→ Data shown
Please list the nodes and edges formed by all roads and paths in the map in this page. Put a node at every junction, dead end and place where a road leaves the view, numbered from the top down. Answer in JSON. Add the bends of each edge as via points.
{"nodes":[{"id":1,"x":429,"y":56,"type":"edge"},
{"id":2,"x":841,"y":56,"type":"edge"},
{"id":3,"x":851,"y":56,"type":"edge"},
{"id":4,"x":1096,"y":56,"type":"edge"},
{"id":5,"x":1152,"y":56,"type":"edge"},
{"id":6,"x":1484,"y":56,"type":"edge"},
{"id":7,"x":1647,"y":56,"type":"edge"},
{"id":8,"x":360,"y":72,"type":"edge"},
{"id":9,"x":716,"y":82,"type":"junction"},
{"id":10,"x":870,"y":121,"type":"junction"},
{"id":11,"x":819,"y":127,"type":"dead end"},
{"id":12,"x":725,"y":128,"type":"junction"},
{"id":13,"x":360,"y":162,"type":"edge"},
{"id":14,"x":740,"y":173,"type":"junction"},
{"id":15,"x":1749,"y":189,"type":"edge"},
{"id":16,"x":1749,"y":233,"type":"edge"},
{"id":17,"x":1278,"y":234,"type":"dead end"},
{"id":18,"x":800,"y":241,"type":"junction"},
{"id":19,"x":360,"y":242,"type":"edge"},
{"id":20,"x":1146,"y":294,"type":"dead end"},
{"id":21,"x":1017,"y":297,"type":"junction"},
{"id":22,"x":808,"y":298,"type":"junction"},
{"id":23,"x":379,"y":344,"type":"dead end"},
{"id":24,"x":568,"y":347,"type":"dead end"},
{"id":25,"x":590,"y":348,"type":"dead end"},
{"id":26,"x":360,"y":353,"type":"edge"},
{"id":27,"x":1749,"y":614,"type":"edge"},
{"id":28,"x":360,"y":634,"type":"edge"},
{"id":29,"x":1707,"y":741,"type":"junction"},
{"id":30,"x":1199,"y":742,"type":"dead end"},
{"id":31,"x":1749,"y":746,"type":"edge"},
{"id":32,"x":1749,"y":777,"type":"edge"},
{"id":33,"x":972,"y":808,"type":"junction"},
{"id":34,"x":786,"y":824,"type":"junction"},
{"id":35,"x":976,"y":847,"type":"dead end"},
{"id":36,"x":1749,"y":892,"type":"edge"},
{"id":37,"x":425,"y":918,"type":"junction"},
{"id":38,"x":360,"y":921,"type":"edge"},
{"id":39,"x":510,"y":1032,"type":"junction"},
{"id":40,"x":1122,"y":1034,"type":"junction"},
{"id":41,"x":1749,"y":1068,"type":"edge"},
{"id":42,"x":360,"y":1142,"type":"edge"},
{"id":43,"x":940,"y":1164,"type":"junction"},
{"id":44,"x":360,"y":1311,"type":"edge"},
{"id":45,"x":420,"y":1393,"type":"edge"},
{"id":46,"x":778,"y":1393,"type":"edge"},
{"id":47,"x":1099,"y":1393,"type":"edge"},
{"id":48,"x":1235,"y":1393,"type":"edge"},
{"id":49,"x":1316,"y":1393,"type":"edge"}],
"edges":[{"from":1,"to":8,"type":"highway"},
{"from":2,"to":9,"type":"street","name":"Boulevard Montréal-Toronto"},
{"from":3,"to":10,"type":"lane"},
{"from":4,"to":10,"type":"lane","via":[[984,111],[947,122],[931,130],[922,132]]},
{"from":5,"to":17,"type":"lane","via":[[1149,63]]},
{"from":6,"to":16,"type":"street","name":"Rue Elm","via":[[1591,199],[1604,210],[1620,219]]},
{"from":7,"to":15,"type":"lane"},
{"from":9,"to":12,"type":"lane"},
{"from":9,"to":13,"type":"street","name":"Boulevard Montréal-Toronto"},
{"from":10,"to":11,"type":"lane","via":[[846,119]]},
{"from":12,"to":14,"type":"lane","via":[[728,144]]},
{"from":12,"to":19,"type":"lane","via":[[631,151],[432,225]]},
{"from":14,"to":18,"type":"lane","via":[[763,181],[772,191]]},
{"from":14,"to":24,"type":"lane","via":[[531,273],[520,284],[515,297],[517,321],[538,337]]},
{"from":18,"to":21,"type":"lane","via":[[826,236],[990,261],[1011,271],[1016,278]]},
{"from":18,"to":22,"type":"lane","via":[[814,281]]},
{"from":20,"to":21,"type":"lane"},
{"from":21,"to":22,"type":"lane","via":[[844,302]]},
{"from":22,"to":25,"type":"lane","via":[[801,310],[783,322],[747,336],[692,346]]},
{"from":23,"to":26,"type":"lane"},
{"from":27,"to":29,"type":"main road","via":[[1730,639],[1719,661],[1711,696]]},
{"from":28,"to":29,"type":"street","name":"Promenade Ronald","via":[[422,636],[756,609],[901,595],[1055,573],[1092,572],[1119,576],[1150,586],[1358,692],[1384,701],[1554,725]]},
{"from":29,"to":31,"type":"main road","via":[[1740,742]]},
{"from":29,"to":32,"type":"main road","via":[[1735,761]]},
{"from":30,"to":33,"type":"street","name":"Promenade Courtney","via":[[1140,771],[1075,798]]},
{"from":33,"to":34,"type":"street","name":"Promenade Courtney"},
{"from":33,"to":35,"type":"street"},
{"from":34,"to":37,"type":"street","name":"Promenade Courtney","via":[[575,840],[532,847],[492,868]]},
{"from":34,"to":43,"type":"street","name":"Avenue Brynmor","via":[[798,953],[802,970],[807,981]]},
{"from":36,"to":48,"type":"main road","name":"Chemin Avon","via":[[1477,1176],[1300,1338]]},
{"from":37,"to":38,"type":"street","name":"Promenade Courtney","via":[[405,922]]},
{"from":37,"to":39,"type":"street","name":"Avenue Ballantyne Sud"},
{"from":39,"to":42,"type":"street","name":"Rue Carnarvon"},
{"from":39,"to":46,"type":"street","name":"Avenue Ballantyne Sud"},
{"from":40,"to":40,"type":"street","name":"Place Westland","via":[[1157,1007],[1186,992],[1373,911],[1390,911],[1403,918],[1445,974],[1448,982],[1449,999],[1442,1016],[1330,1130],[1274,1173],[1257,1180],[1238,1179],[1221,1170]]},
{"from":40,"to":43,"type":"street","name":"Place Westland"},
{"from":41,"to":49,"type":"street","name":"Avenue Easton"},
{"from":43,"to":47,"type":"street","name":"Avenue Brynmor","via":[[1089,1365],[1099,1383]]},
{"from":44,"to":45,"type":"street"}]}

→ What this task involves
When a line in the material above holds the word "Brynmor", copy that line.

→ Task solution
{"from":34,"to":43,"type":"street","name":"Avenue Brynmor","via":[[798,953],[802,970],[807,981]]},
{"from":43,"to":47,"type":"street","name":"Avenue Brynmor","via":[[1089,1365],[1099,1383]]},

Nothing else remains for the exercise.